[Vision2020] The Nation's Public Defender Crisis: Idaho Makes Progress on Standards and Funding

Nicholas Gier ngier006 at gmail.com
Fri Apr 1 12:13:55 PDT 2016


Greetings:

For those who do not take the Daily News below is my biweekly column. It
also appeared in the Sandpoint Reader and the Los Cabos Daily News.  It may
appear soon in the Idaho State Journal in Pocatello.

I'm grateful to our very own Sunil Ramalingam who led me to the best
contacts for this column.

Happy Spring (there are goslings in the new UI Arboretum!),

Nick


*The Nation’s Public Defender Crisis*



            For almost a century the American Civil Liberties Union has
been in the forefront in protecting the people’s constitutional rights. For
this column I will focus on the Sixth Amendment, which guarantees full due
process to criminal defendants and their right to legal counsel.


            In the 1963 case *Gideon vs. Wainwright* Supreme Court rendered
a unanimous decision clarifying the right to counsel.  Justice Hugo Black
wrote that “reason and reflection require us to recognize that in our
adversary system of criminal justice, any person hauled into court, who is
too poor to hire a lawyer, cannot be assured a fair trial unless counsel is
provided for him.”


            The ACLU has filed suits in Connecticut, Michigan, New York,
Washington, Idaho, California, and most recently in Louisiana, arguing that
these states have failed to provide adequate counsel for their indigent
defendants.


On June 17, 2015, in its first action against an entire state, the ACLU
sued Idaho because its public defenders are “under resourced, overburdened,
and often overworked.” In addition to citing the lack of enough
investigators and expert witnesses, the ACLU suit also states that “our
plaintiffs have had to go before a judge for bail hearings, and even to
enter pleas of guilty and be sentenced, without a lawyer present.” Many of
them sit in jail because they cannot afford bail.


In July 2015 the ACLU filed yet another suit against Fresno County, where
an under staffed public defender office serves 25,000 clients. According to
an ACLU news release, plaintiff Peter Yepez “did not see a public defender
until he had spent almost a month in jail. He had nine different public
defenders between his arraignment and sentencing, some of whom told him
they did not have time to work on his case and advised him to plead guilty
despite strong evidence that he was innocent.”

On January 14 of this year the ACLU sued the City of New Orleans for severe
deficiencies it its Public Defenders Office, one financed primarily by the
fines that many of its poor clients have to pay.  Because of the crisis, 60
defendants sit in jail without legal representation, and the state-wide
waiting list has grown to 2,300. In Louisiana and California a great
majority of these defendants are people of color.
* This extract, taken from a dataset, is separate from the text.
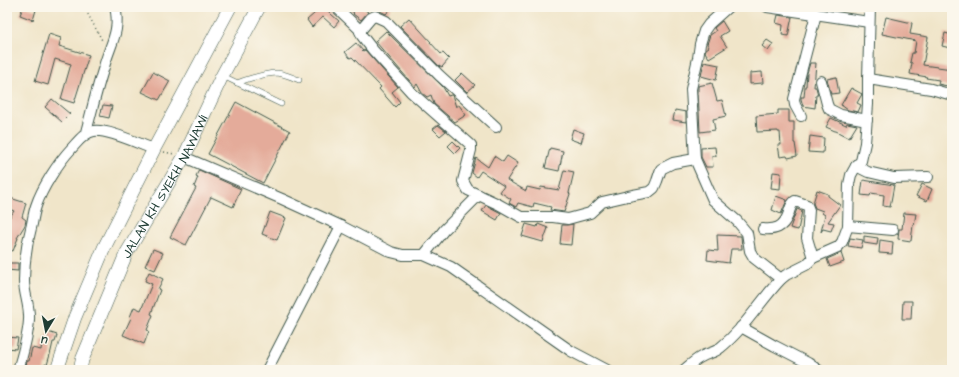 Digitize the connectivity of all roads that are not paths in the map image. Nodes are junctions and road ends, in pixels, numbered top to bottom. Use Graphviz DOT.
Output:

There used to be ten public defenders in Vermilion Parish, Louisiana,
but Natasha
George is now the only one. District Court Judge Jerome Winsberg despairs:
“Things were not good before, but they are in a terrible place now.” The
average public defender caseload used to be twice that of national
standards, but it is now threefold.



Returning now to Idaho, the Legislature passed two bills this session.  One
will hold the counties to higher standards for indigent legal
representation, and it will allow the Public Defense Commission to take
over the programs of any county that doesn’t meet them.
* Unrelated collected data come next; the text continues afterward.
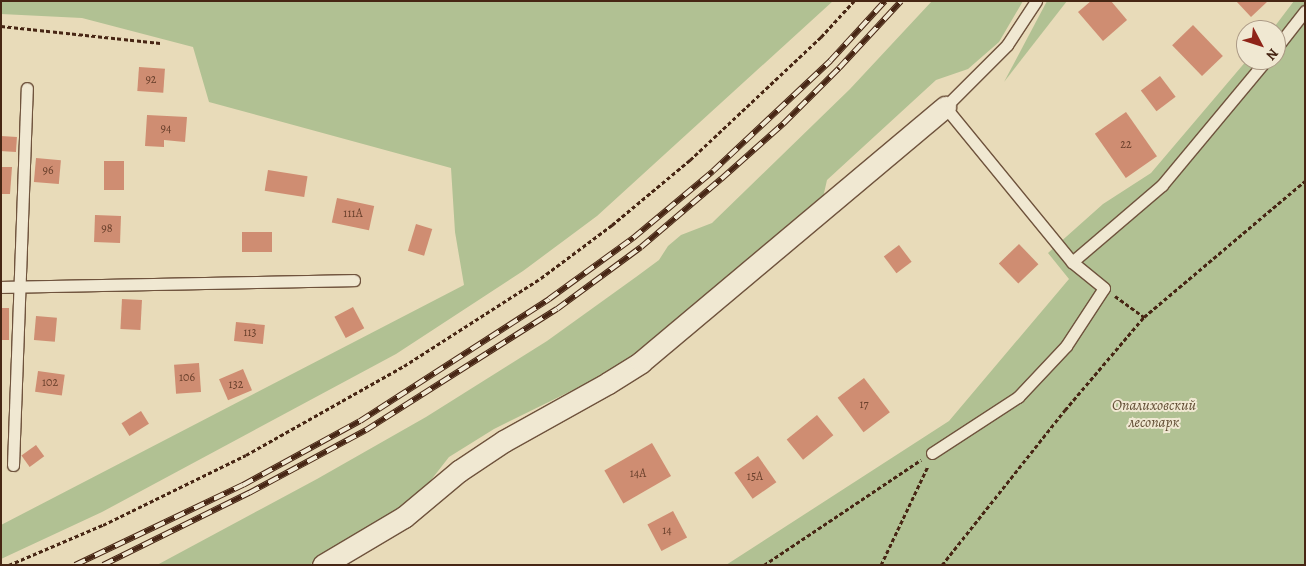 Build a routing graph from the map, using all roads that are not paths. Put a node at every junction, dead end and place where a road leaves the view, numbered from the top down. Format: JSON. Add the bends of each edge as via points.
{"nodes":[{"id":1,"x":1036,"y":1,"type":"edge"},
{"id":2,"x":1305,"y":11,"type":"edge"},
{"id":3,"x":1286,"y":35,"type":"edge"},
{"id":4,"x":1258,"y":70,"type":"edge"},
{"id":5,"x":27,"y":88,"type":"dead end"},
{"id":6,"x":945,"y":107,"type":"junction"},
{"id":7,"x":1072,"y":262,"type":"junction"},
{"id":8,"x":354,"y":280,"type":"dead end"},
{"id":9,"x":1,"y":287,"type":"edge"},
{"id":10,"x":18,"y":287,"type":"junction"},
{"id":11,"x":932,"y":453,"type":"road end"},
{"id":12,"x":13,"y":465,"type":"dead end"},
{"id":13,"x":323,"y":565,"type":"edge"}],
"edges":[{"from":1,"to":6,"type":"lane","via":[[1007,45]]},
{"from":2,"to":3,"type":"lane"},
{"from":4,"to":7,"type":"lane","via":[[1162,185]]},
{"from":5,"to":10,"type":"lane"},
{"from":6,"to":7,"type":"lane"},
{"from":6,"to":13,"type":"street","via":[[641,362],[504,440],[459,471],[404,517]]},
{"from":7,"to":11,"type":"lane","via":[[1104,288],[1066,346],[1018,398]]},
{"from":8,"to":10,"type":"lane"},
{"from":9,"to":10,"type":"lane"},
{"from":10,"to":12,"type":"lane"}]}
The second bill allocates $5.4 million for the Commission, which heretofore
had no funding at all. It provides $4.3 million for grants to counties that
meet the new standards. The balance of the funds will go to extraordinary
litigation, and there is $550,000 to encourage small counties to merge
their services.


The bills have had the support of the Association of Criminal Defense
Lawyers, and the ACLU’s Kathy Griesmyer announced that her organization was
grateful for the new funding. However, she added: “We will be back here
advocating for additional dollars as well as reminding folks that this is
an incremental step in addressing deficiencies in the public defense
system.”

Ian Thomson, former Executive Director of the Public Defense Commission, is
less sanguine: “I would be encouraged if this were a first step towards
meeting the challenge of our public defense problems, but I fear that this
may be the last step.”

Nick Gier of Moscow taught philosophy at the University of Idaho for 31
years.

-- 

A society grows great when old men plant trees whose shade they know they
shall never sit in.

-Greek proverb

“Enlightenment is man’s emergence from his self-imposed immaturity.
Immaturity is the inability to use one’s understanding without guidance
from another. This immaturity is self- imposed when its cause lies not in
lack of understanding, but in lack of resolve and courage to use it without
guidance from another. Sapere Aude! ‘Have courage to use your own
understand-ing!—that is the motto of enlightenment.